Ma il dato ancora più stupefacente è quello economico: secondo Knight-Vinke (che con l’1 per cento di Eni ne è uno tra i maggiori azionisti privati, sebbene lo Stato ne abbia in pancia il 30 per cento) la separazione farebbe da volano alla performance del gruppo. Infatti, la focalizzazione delle compagnie figlie su core business specifici consentirà di guadagnare efficienza e profitti, con una creazione di valore pari addirittura al doppio del valore attuale.

Nella sua articolata risposta, Scaroni ha contestato questa stima, ma non ha messo in dubbio la creazione di valore. Del resto, tutti hanno sotto gli occhi la vicenda di British Gas, che fu divisa in tre società distinte (Bg Group, National Grid e Centrica) durante la grande stagione delle privatizzazioni britanniche e ne uscì rafforzata.



Infine, la sottrazione dell’Eni e delle sue propaggini all’influenza della politica, che oggi pesa attraverso la determinante partecipazione azionaria del Tesoro e della Cassa depositi e prestiti, la renderà più credibile e autorevole anche nelle negoziazioni internazionali, al contrario di quanto dicono i sostenitori dello status quo.
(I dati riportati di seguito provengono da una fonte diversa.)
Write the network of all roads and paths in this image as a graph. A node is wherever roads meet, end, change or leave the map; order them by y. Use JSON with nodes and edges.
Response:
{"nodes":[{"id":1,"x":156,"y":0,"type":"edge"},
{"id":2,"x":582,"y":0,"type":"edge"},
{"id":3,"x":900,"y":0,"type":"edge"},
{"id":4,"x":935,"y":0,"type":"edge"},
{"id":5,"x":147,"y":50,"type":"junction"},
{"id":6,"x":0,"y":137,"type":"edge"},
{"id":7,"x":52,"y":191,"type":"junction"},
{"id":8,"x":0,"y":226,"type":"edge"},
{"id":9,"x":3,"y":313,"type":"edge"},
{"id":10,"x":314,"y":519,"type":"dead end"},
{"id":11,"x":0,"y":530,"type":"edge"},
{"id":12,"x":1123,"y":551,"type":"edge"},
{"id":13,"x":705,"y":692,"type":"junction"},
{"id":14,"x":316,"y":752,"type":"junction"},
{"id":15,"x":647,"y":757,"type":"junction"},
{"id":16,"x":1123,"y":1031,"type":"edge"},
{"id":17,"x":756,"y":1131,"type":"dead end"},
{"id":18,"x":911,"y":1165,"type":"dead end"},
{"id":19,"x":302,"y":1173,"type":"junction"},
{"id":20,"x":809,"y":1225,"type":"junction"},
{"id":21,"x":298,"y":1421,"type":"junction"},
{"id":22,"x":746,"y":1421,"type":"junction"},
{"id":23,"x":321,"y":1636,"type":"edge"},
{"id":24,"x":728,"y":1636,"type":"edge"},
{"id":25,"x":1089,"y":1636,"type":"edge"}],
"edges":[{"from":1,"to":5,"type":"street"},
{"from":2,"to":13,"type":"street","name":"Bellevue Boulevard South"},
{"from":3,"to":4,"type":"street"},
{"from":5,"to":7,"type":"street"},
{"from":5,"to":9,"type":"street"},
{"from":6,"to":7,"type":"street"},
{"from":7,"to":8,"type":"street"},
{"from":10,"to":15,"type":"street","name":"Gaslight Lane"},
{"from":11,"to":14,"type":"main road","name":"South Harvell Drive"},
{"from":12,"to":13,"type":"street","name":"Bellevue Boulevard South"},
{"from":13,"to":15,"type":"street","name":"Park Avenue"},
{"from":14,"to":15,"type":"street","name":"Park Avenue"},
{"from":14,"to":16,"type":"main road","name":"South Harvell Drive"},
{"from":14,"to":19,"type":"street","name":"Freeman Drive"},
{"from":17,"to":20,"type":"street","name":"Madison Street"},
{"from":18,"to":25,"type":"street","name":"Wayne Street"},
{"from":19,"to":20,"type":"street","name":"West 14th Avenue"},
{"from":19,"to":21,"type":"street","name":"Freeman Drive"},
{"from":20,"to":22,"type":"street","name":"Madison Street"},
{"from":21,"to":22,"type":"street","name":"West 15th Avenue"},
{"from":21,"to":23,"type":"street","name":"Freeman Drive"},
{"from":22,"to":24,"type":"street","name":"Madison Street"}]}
L’idea di dividere e poi privatizzare l’Eni è giusta e va nell’interesse di tutti, e del miglior funzionamento del mercato. Purtroppo, però, appare politicamente impercorribile, perché l’Eni, al tempo stesso, influenza ed è influenzata dalla politica. Essa, dunque, costituisce una tentazione quasi invincibile per chi si trova nella stanza dei bottoni. Ci vuole una grande capacità di resistenza per non lasciarsi catturare dal potere, reale o percepito che sia, trasmesso dal controllo di una compagnia tanto grande e ramificata. Ma se il governo prenderà almeno in considerazione questa opportunità, darà una prova di virtù che gli italiani, siano essi contribuenti o consumatori, azionisti o concorrenti, non potranno non riconoscere.